Es un hecho natural que una sociedad que vive en un clima de inseguridad pierda la confianza en sus autoridades que, en los hechos, son incapaces de proteger a los individuos, sus familias y su patrimonio, y no solo eso, la confianza se fractura definitivamente cuando algunos elementos de esas autoridades se coluden con la propia delincuencia en contra de la ciudadanía o, sin necesidad de alianzas criminales, son ellas las que se apoderan del patrimonio de todos.

Un clima de ese tipo vivimos en Morelos no hace mucho, cuando en la administración pública, las irregularidades -por usar un eufemismo- eran el pan de todos los días mientras que el ciudadano de pie era rehén por igual de grupos criminales como de ladrones de oportunidad.

Como se puede leer en la nota que presentamos un poco más adelante, se ha logrado detener, y hasta disminuir, la tendencia al alza de los homicidios dolosos, logro no menor si se recuerda que el 2024 fue el año más violento para Morelos desde que se lleva la cuenta. Esta disminución se refiere específicamente al primer trimestre de la administración de la gobernadora González Saravia y a ella habrá que agradecerle, junto a su equipo.

También disminuyeron algunos tipos de robo -a domicilio y a negocio, por ejemplo- y otros, como el robo de vehículos, principalmente motocicletas, aumentaron sensiblemente.

Un hecho que se esconde entre las cifras y que es de la mayor importancia es que aumentaron las denuncias de extorsión y en contra de funcionarios públicos.

Lo más probable no es que haya más casos, sino que la gente está recobrando la confianza como para interponer una denuncia. Hay que recordar que la “cifra negra” de la impunidad que el INEGI calculaba en Morelos señalaba que más del 92% de los delitos que ocurrían no se denunciaban principalmente por falta de confianza en las autoridades.

La corrupción y la inseguridad van de la mano en Morelos y en cualquier lugar. Una buena forma de combatir a la segunda es atacar a la primera y se deben identificar los puntos en los que se intersectan ambas. El aumento en el robo de vehículos, por ejemplo, apunta tanto a la intención de usarlos en algún ilícito como a la facilidad de disponer de ellos en el mercado negro y en ambos escenarios podrían estar involucrados algunas autoridades.

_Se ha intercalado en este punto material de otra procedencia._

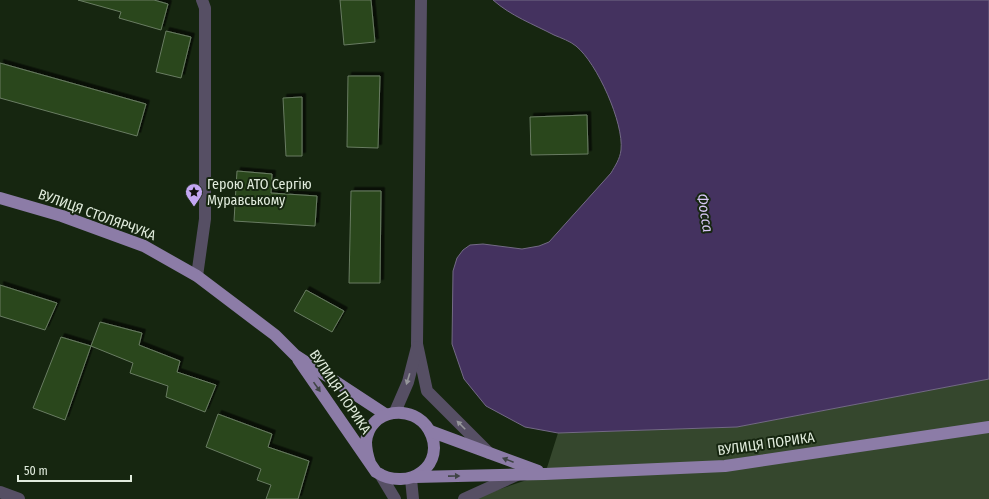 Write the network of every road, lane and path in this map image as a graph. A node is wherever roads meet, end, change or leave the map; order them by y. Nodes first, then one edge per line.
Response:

Es muy temprano en esta administración como para señalar tendencias definitivas, tanto para echar al vuelo las campanas como para sentirse decepcionados. Sin embargo, el voto de confianza de la ciudadanía se puede ver en el número de denuncias y la forma en que se atiendan, y los resultados que se obtengan, sí impactará en el ánimo popular.

Indudablemente, las seguridad será uno de los elementos en los que se mida el éxito de la presente administración y, por lo pronto, la gente está haciendo su parte.